Clin Chim Acta 2004 Sep;347(1-2):157-67
Special Hematology Laboratory, Department of Veterans Affairs Medical Center, Louisville, KY 40206, USA.
Objective: Our purpose was to develop a specific immunoassay for tartrate-resistant acid phosphatase (TRACP) 5b using naphthol ASBI phosphate (N-ASBI-P) as a selective substrate for isoform 5b and heparin as a selective inhibitor of isoform 5a.
Methods: Serum TRACP 5a and 5b and recombinant TRACP 5a were used to optimize and standardize the immunoassay for specificity, linearity, analytical recovery, sensitivity and reproducibility. Serum N-telopeptide cross-links (NTX) and bone alkaline phosphatase (bone ALP) were also measured. The clinical sensitivity and specificity were assessed in healthy control subjects and patients with osteoarthritis (OA), rheumatoid arthritis (RA) and endstage renal disease (ESRD).
Results: TRACP 5b specificity was achieved at pH 6.3 with 2.5 mmol/l substrate and 25 U/ml heparin. Isoform 5b specificity was increased over our original immunoassay using 4-nitrophenyl phosphate (4-NPP) without heparin. The alternative immunoassay was linear with 110% analytical recovery and no serum matrix effects. The average intra-assay error was 10.65%; the average inter-assay error was 10.11% for values of 1-3 U/l and 6.5% for values of 7-11 U/l. Mean serum TRACP 5b in OA and RA were not significantly different from control using either immunoassay.

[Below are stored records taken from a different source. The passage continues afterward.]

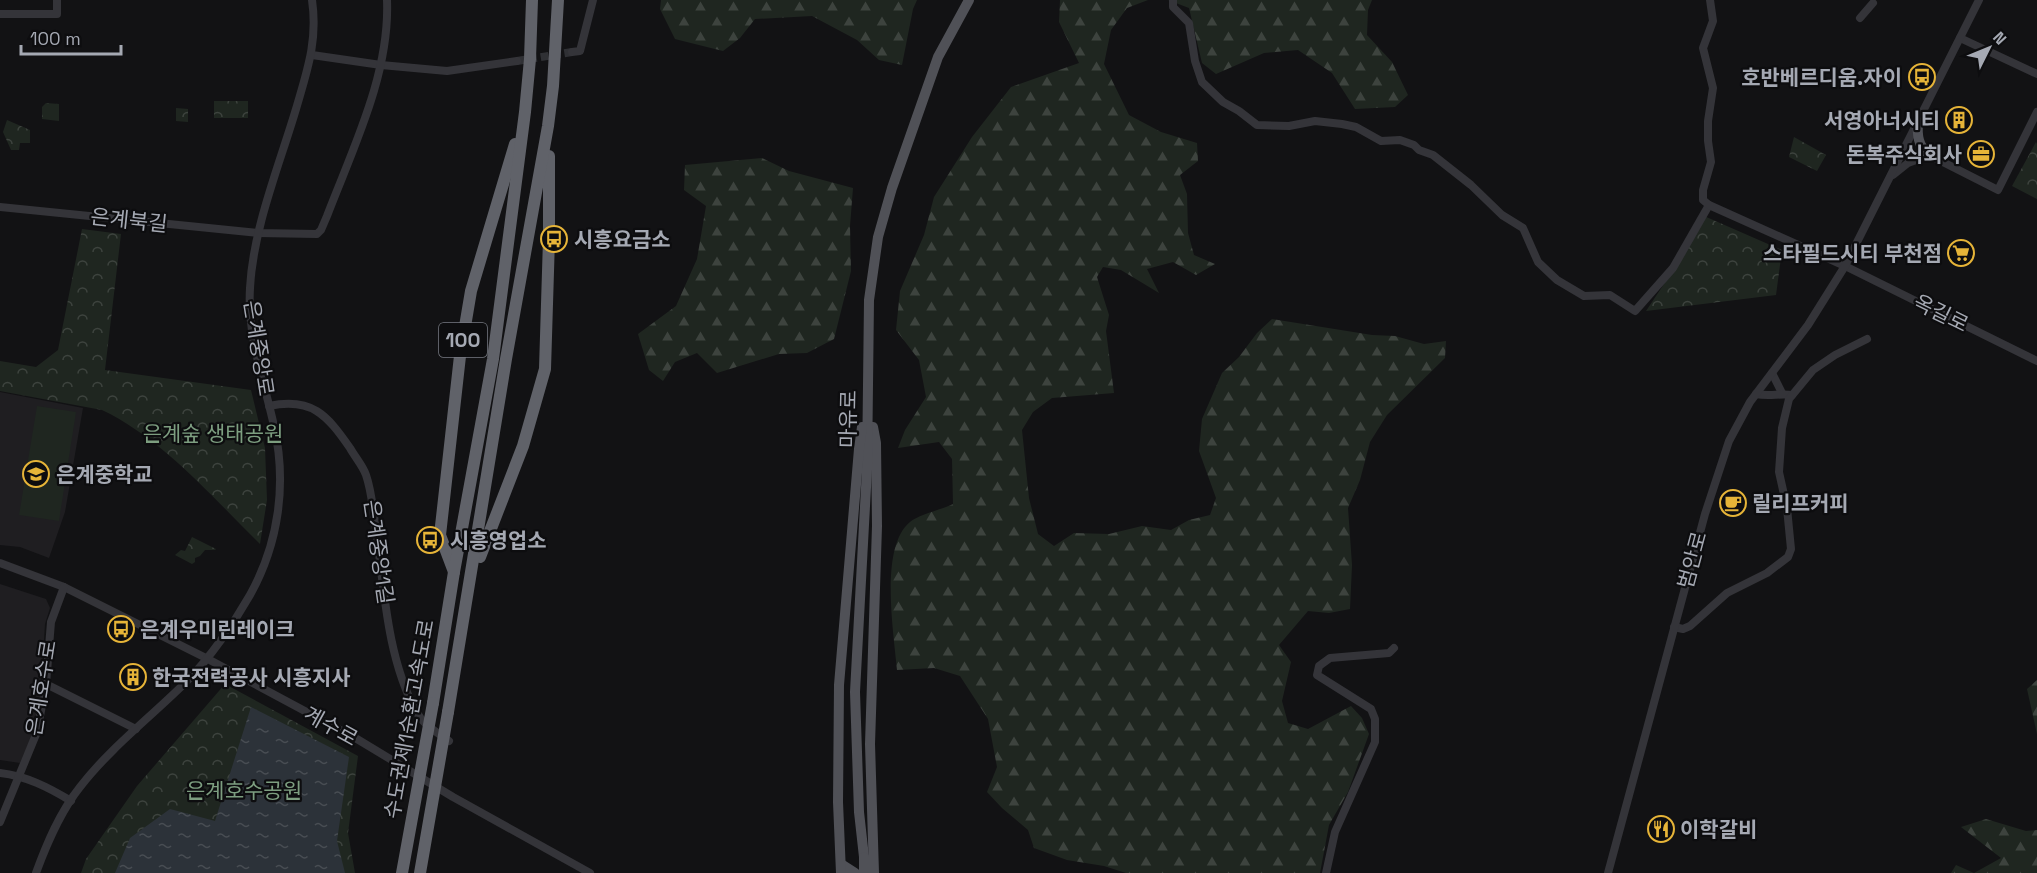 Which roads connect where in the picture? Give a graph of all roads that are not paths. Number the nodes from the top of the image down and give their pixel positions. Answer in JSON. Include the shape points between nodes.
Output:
{"nodes":[{"id":1,"x":57,"y":0,"type":"edge"},
{"id":2,"x":312,"y":0,"type":"edge"},
{"id":3,"x":387,"y":0,"type":"edge"},
{"id":4,"x":532,"y":0,"type":"edge"},
{"id":5,"x":558,"y":0,"type":"edge"},
{"id":6,"x":594,"y":0,"type":"edge"},
{"id":7,"x":969,"y":0,"type":"edge"},
{"id":8,"x":1173,"y":0,"type":"edge"},
{"id":9,"x":1710,"y":0,"type":"edge"},
{"id":10,"x":1979,"y":0,"type":"edge"},
{"id":11,"x":1873,"y":1,"type":"edge"},
{"id":12,"x":0,"y":5,"type":"edge"},
{"id":13,"x":0,"y":14,"type":"edge"},
{"id":14,"x":1860,"y":18,"type":"dead end"},
{"id":15,"x":1960,"y":38,"type":"junction"},
{"id":16,"x":572,"y":52,"type":"dead end"},
{"id":17,"x":312,"y":55,"type":"junction"},
{"id":18,"x":517,"y":61,"type":"tunnel mouth"},
{"id":19,"x":381,"y":65,"type":"junction"},
{"id":20,"x":2037,"y":74,"type":"edge"},
{"id":21,"x":525,"y":112,"type":"junction"},
{"id":22,"x":2037,"y":112,"type":"edge"},
{"id":23,"x":1918,"y":122,"type":"junction"},
{"id":24,"x":549,"y":126,"type":"junction"},
{"id":25,"x":1929,"y":155,"type":"junction"},
{"id":26,"x":1889,"y":179,"type":"junction"},
{"id":27,"x":1709,"y":205,"type":"junction"},
{"id":28,"x":0,"y":207,"type":"edge"},
{"id":29,"x":258,"y":233,"type":"junction"},
{"id":30,"x":1845,"y":266,"type":"junction"},
{"id":31,"x":1867,"y":339,"type":"dead end"},
{"id":32,"x":2037,"y":361,"type":"edge"},
{"id":33,"x":1772,"y":372,"type":"junction"},
{"id":34,"x":1756,"y":393,"type":"junction"},
{"id":35,"x":1782,"y":393,"type":"junction"},
{"id":36,"x":868,"y":394,"type":"junction"},
{"id":37,"x":1792,"y":396,"type":"junction"},
{"id":38,"x":269,"y":406,"type":"junction"},
{"id":39,"x":0,"y":563,"type":"edge"},
{"id":40,"x":454,"y":572,"type":"junction"},
{"id":41,"x":471,"y":580,"type":"junction"},
{"id":42,"x":64,"y":586,"type":"junction"},
{"id":43,"x":1674,"y":627,"type":"junction"},
{"id":44,"x":1394,"y":648,"type":"dead end"},
{"id":45,"x":206,"y":658,"type":"junction"},
{"id":46,"x":46,"y":684,"type":"junction"},
{"id":47,"x":136,"y":729,"type":"junction"},
{"id":48,"x":449,"y":741,"type":"dead end"},
{"id":49,"x":0,"y":773,"type":"edge"},
{"id":50,"x":19,"y":776,"type":"junction"},
{"id":51,"x":71,"y":801,"type":"junction"},
{"id":52,"x":0,"y":822,"type":"edge"},
{"id":53,"x":840,"y":870,"type":"edge"},
{"id":54,"x":876,"y":870,"type":"edge"},
{"id":55,"x":36,"y":873,"type":"edge"},
{"id":56,"x":402,"y":873,"type":"edge"},
{"id":57,"x":420,"y":873,"type":"edge"},
{"id":58,"x":590,"y":873,"type":"edge"},
{"id":59,"x":855,"y":873,"type":"edge"},
{"id":60,"x":863,"y":873,"type":"edge"},
{"id":61,"x":1326,"y":873,"type":"edge"},
{"id":62,"x":1608,"y":873,"type":"edge"}],
"edges":[{"from":1,"to":13,"type":"street","via":[[57,14]]},
{"from":2,"to":17,"type":"street","name":"은계중앙로"},
{"from":3,"to":19,"type":"street"},
{"from":4,"to":21,"type":"highway","name":"수도권제1순환고속도로","number":"100"},
{"from":5,"to":24,"type":"highway","name":"수도권제1순환고속도로","number":"100"},
{"from":6,"to":16,"type":"street","via":[[580,51]]},
{"from":7,"to":36,"type":"main road","name":"마유로","via":[[938,57],[878,237],[869,300]]},
{"from":8,"to":27,"type":"street","via":[[1173,7],[1189,23],[1202,82],[1223,102],[1257,125],[1289,126],[1315,121],[1341,124],[1356,127],[1381,141],[1400,140],[1433,155],[1471,184],[1502,215],[1523,228],[1538,262],[1557,280],[1584,296],[1610,295],[1635,311],[1673,268]]},
{"from":9,"to":27,"type":"street","via":[[1713,21],[1703,48],[1713,88],[1708,121],[1711,162],[1702,197]]},
{"from":10,"to":15,"type":"street","name":"범안로"},
{"from":11,"to":14,"type":"street"},
{"from":12,"to":13,"type":"street"},
{"from":15,"to":20,"type":"street"},
{"from":15,"to":23,"type":"street","name":"범안로"},
{"from":17,"to":19,"type":"street"},
{"from":17,"to":29,"type":"street","name":"은계중앙로"},
{"from":18,"to":19,"type":"street","via":[[447,71]]},
{"from":19,"to":29,"type":"street","name":"은계북길","via":[[321,230],[312,234]]},
{"from":21,"to":40,"type":"highway","name":"수도권제1순환고속도로","number":"100","via":[[494,359]]},
{"from":21,"to":40,"type":"highway","name":"수도권제1순환고속도로","number":"100","via":[[471,291],[462,345],[440,535]]},
{"from":22,"to":25,"type":"street","via":[[1998,190]]},
{"from":23,"to":25,"type":"main road","via":[[1920,144]]},
{"from":23,"to":26,"type":"street","name":"범안로"},
{"from":24,"to":41,"type":"highway","name":"수도권제1순환고속도로","number":"100","via":[[506,358]]},
{"from":24,"to":41,"type":"highway","name":"수도권제1순환고속도로","number":"100","via":[[545,369],[523,446]]},
{"from":25,"to":26,"type":"street","name":"범안로","via":[[1908,163]]},
{"from":26,"to":30,"type":"street","name":"범안로"},
{"from":27,"to":30,"type":"street","name":"옥길로"},
{"from":28,"to":29,"type":"street","name":"은계북길"},
{"from":29,"to":38,"type":"street","name":"은계중앙로","via":[[250,308]]},
{"from":30,"to":32,"type":"street","name":"옥길로"},
{"from":30,"to":33,"type":"street","name":"범안로","via":[[1808,326]]},
{"from":31,"to":37,"type":"street","via":[[1819,365]]},
{"from":33,"to":34,"type":"street","name":"범안로"},
{"from":33,"to":35,"type":"street"},
{"from":34,"to":35,"type":"street"},
{"from":34,"to":43,"type":"street","name":"범안로","via":[[1729,441]]},
{"from":35,"to":37,"type":"street"},
{"from":36,"to":53,"type":"main road","via":[[859,449],[839,685]]},
{"from":36,"to":54,"type":"main road","via":[[876,443],[870,744]]},
{"from":36,"to":60,"type":"main road","name":"마유로","bridge":true,"via":[[855,692]]},
{"from":37,"to":43,"type":"street","via":[[1782,428],[1779,472],[1789,556],[1767,573],[1727,593],[1690,626]]},
{"from":38,"to":45,"type":"street","name":"은계중앙로","via":[[281,487],[271,549],[241,611]]},
{"from":38,"to":48,"type":"street","name":"은계중앙1길","via":[[300,404],[324,415],[366,474],[393,644],[404,687],[424,723]]},
{"from":39,"to":42,"type":"street","name":"계수로"},
{"from":40,"to":56,"type":"highway","name":"수도권제1순환고속도로","number":"100","bridge":true},
{"from":41,"to":57,"type":"highway","name":"수도권제1순환고속도로","number":"100","bridge":true},
{"from":42,"to":45,"type":"street","name":"계수로"},
{"from":42,"to":46,"type":"street","name":"은계호수로","via":[[51,622]]},
{"from":43,"to":62,"type":"street","name":"범안로"},
{"from":44,"to":61,"type":"street","via":[[1389,653],[1330,658],[1319,666],[1317,675],[1371,709],[1375,718],[1375,742],[1335,832]]},
{"from":45,"to":47,"type":"street","name":"은계중앙로"},
{"from":45,"to":58,"type":"street","name":"계수로","via":[[357,739]]},
{"from":46,"to":47,"type":"street"},
{"from":46,"to":50,"type":"street","name":"은계호수로","via":[[37,732]]},
{"from":47,"to":51,"type":"street","name":"은계중앙로","via":[[87,778]]},
{"from":49,"to":50,"type":"street"},
{"from":50,"to":51,"type":"street"},
{"from":50,"to":52,"type":"street","name":"은계호수로"},
{"from":51,"to":55,"type":"street","name":"은계중앙로"},
{"from":53,"to":59,"type":"main road"},
{"from":54,"to":60,"type":"main road"}]}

Mean serum TRACP 5b was significantly increased in ESRD with both immunoassays. Serum TRACP 5b levels correlated significantly with NTX and bone ALP in the disease groups, but not always in the control group.
Conclusion: This alternative immunoassay for TRACP 5b activity is highly specific. It should have applications in evaluating patients with bone disease and will improve our understanding of the biological significance of TRACP 5b expression in health and disease.